▶ _Activity_
Give back exactly the lines of the entries below from the line with "ring dip: (305, 243)" to the line with "index dip: (474, 326)", inclusive, and only those.

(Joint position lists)
════════════════════

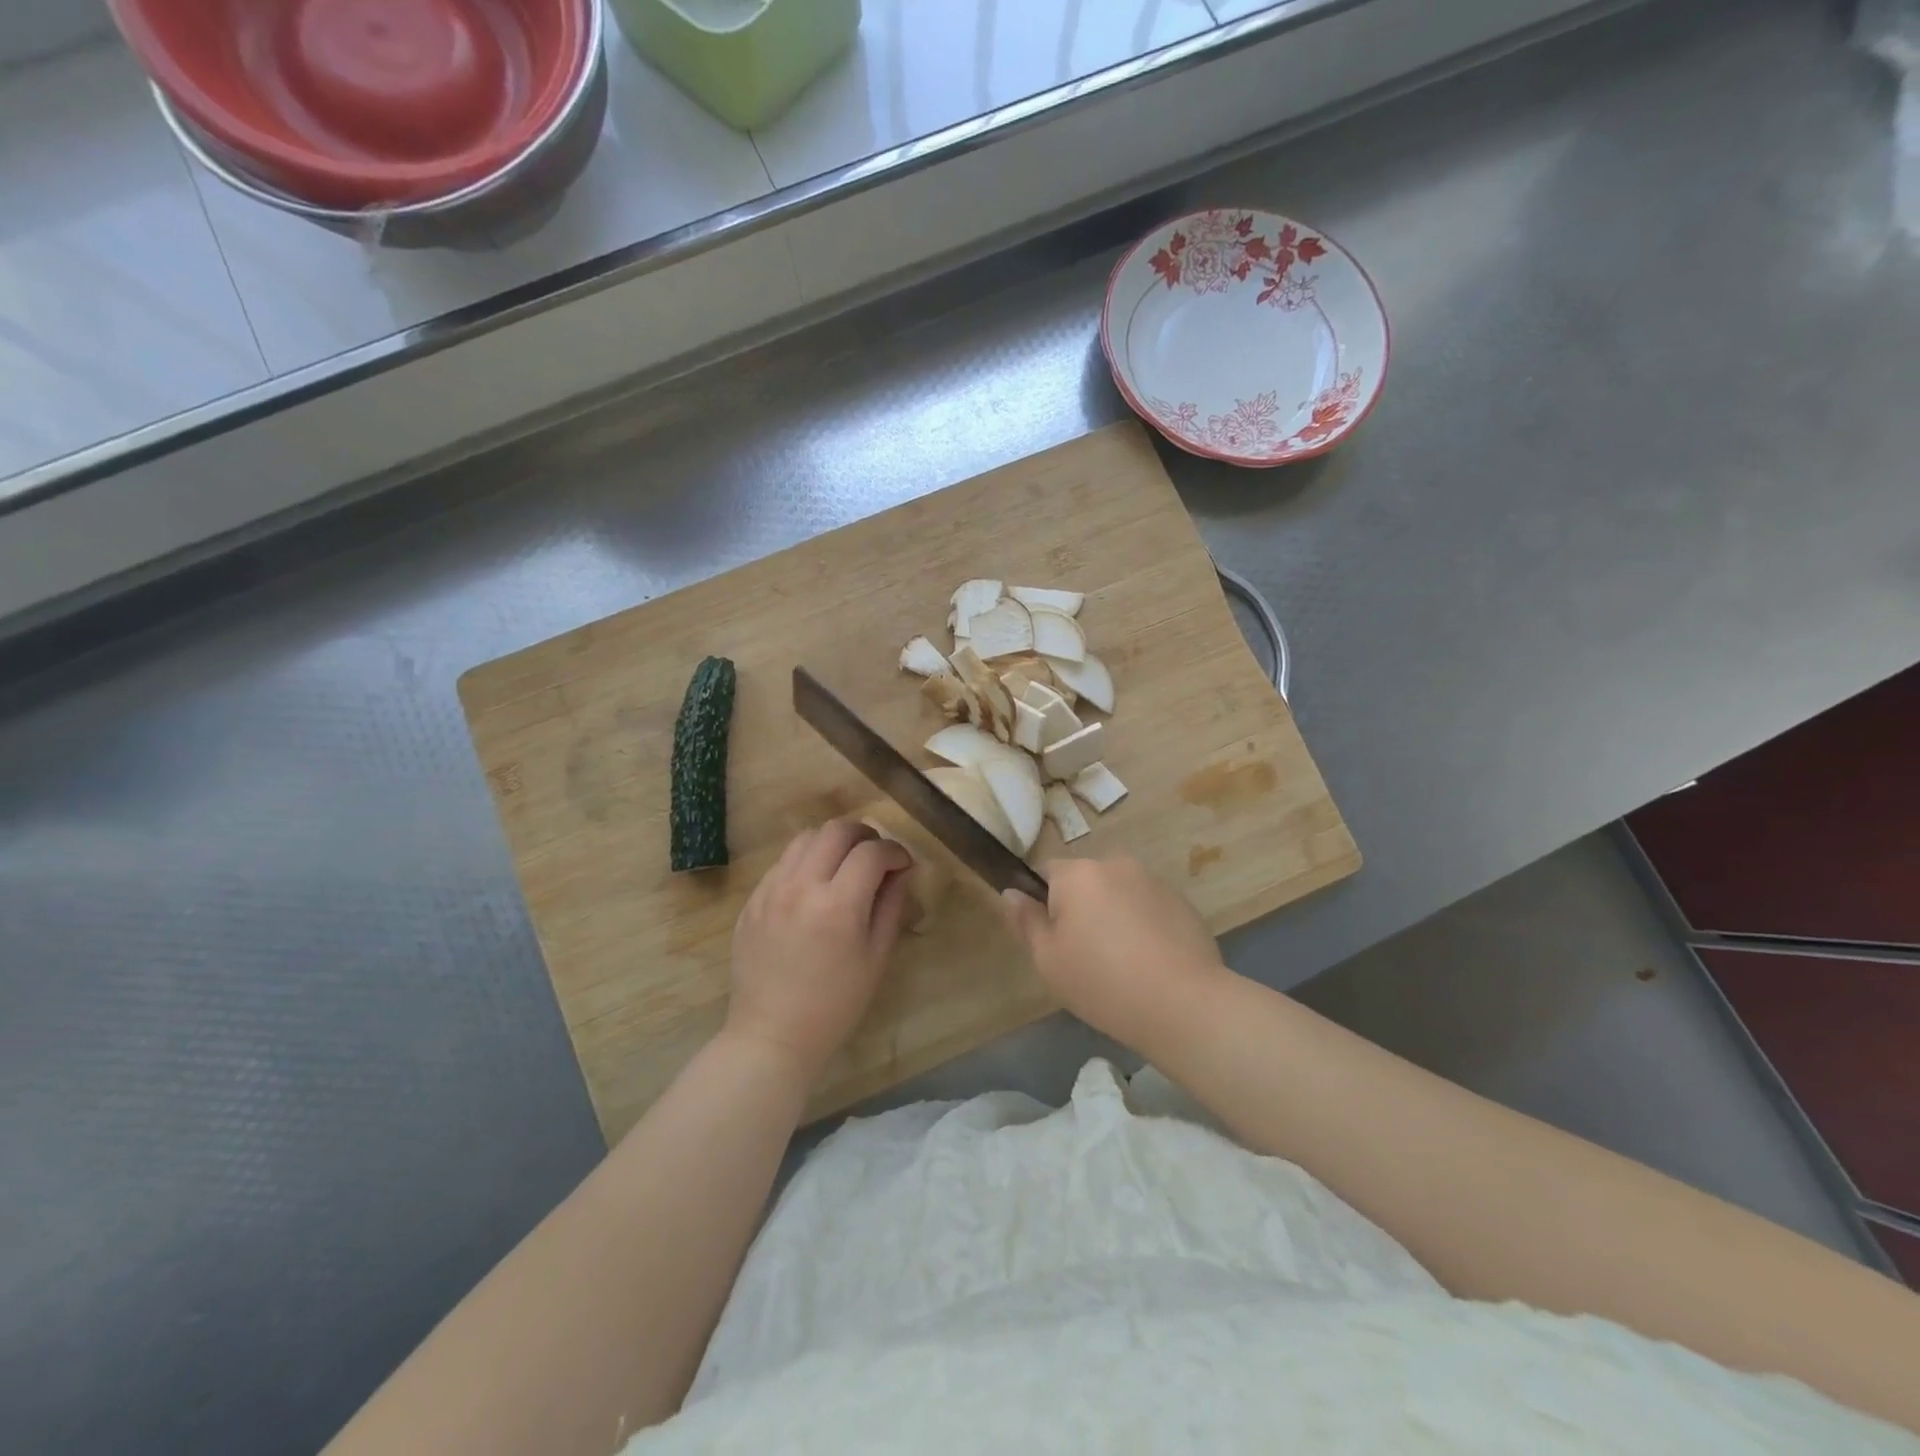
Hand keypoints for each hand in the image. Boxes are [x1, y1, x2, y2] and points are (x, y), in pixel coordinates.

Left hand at [724, 819, 912, 1086]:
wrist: (772, 1036)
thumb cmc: (836, 1005)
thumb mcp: (876, 957)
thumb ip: (891, 906)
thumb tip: (903, 871)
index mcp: (838, 904)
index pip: (872, 852)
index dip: (895, 851)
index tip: (903, 864)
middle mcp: (801, 886)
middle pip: (836, 830)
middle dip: (864, 835)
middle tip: (876, 855)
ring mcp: (771, 891)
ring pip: (805, 838)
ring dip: (832, 842)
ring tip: (844, 864)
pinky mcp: (752, 901)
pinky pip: (782, 863)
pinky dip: (805, 861)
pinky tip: (814, 886)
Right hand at [1000, 856, 1228, 1053]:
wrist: (1183, 1004)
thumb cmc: (1101, 981)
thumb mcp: (1048, 959)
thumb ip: (1026, 921)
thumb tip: (1011, 892)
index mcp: (1078, 874)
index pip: (1046, 872)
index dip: (1043, 903)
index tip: (1052, 938)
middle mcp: (1116, 865)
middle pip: (1085, 881)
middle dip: (1081, 908)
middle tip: (1084, 955)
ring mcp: (1153, 881)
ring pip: (1118, 893)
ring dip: (1113, 915)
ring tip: (1122, 963)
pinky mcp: (1182, 902)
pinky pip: (1148, 907)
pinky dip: (1143, 926)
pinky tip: (1151, 963)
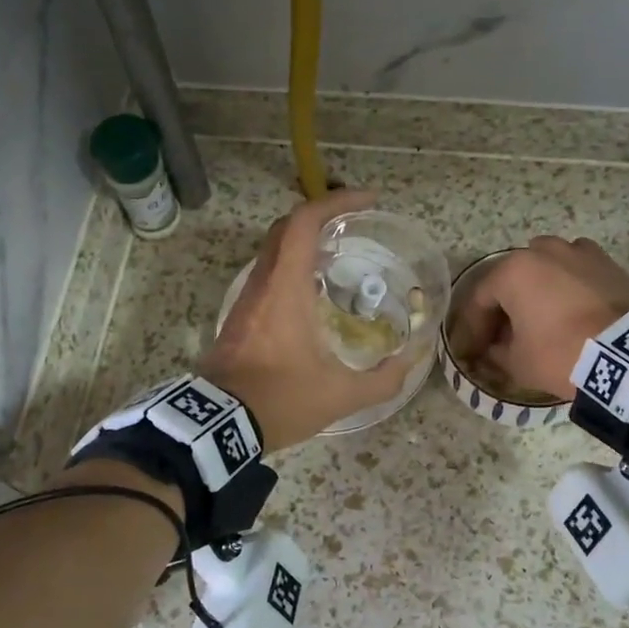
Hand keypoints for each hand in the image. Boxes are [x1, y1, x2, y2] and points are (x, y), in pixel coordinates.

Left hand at [198, 188, 416, 450]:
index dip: (336, 201)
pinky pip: (268, 274)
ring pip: (274, 251)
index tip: (367, 201)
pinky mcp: (239, 317)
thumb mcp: (340, 395)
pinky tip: (314, 293)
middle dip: (321, 216)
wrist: (218, 426)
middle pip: (286, 228)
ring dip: (305, 243)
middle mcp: (263, 283)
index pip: (304, 222)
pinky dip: (293, 267)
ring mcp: (246, 299)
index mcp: (285, 288)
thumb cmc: (279, 400)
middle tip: (354, 225)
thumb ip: (383, 380)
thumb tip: (410, 363)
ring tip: (339, 257)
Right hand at [451, 236, 628, 399]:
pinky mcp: (608, 263)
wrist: (628, 355)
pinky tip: (572, 308)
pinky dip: (569, 285)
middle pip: (513, 277)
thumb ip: (497, 352)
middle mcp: (542, 251)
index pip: (481, 298)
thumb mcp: (518, 363)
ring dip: (538, 288)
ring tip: (541, 317)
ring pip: (546, 266)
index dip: (474, 326)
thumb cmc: (561, 354)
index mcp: (512, 271)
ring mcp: (578, 252)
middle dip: (505, 304)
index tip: (475, 349)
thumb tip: (494, 348)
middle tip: (505, 333)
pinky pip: (577, 270)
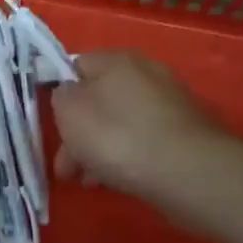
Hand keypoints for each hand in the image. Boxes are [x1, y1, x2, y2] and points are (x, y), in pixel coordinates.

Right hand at [51, 52, 213, 198]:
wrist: (189, 173)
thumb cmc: (118, 136)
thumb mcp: (69, 111)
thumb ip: (61, 96)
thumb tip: (70, 94)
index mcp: (117, 60)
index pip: (77, 66)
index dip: (61, 95)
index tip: (53, 125)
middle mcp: (147, 73)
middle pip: (100, 100)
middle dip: (79, 133)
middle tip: (67, 167)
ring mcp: (171, 104)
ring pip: (121, 123)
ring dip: (100, 150)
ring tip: (90, 182)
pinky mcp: (187, 134)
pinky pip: (145, 141)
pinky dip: (128, 157)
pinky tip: (119, 181)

════════════════════

▶ _Exercise answer_
ring dip: (305, 243)
middle mcp: (263, 283)
index pip: (304, 222)
pinky dip: (293, 267)
ring mcp: (246, 299)
index mcp: (285, 288)
thumb cmc: (279, 400)
middle tip: (354, 225)
thumb ip: (383, 380)
thumb tip: (410, 363)
ring tip: (339, 257)
Right hand at [451, 236, 628, 399]:
pinky mcp: (608, 263)
wrist: (628, 355)
pinky tip: (572, 308)
pinky dip: (569, 285)
middle pip: (513, 277)
thumb ip: (497, 352)
middle mcp: (542, 251)
index pip: (481, 298)
thumb mcp: (518, 363)
ring dip: (538, 288)
ring tip: (541, 317)
ring pip: (546, 266)
index dip: (474, 326)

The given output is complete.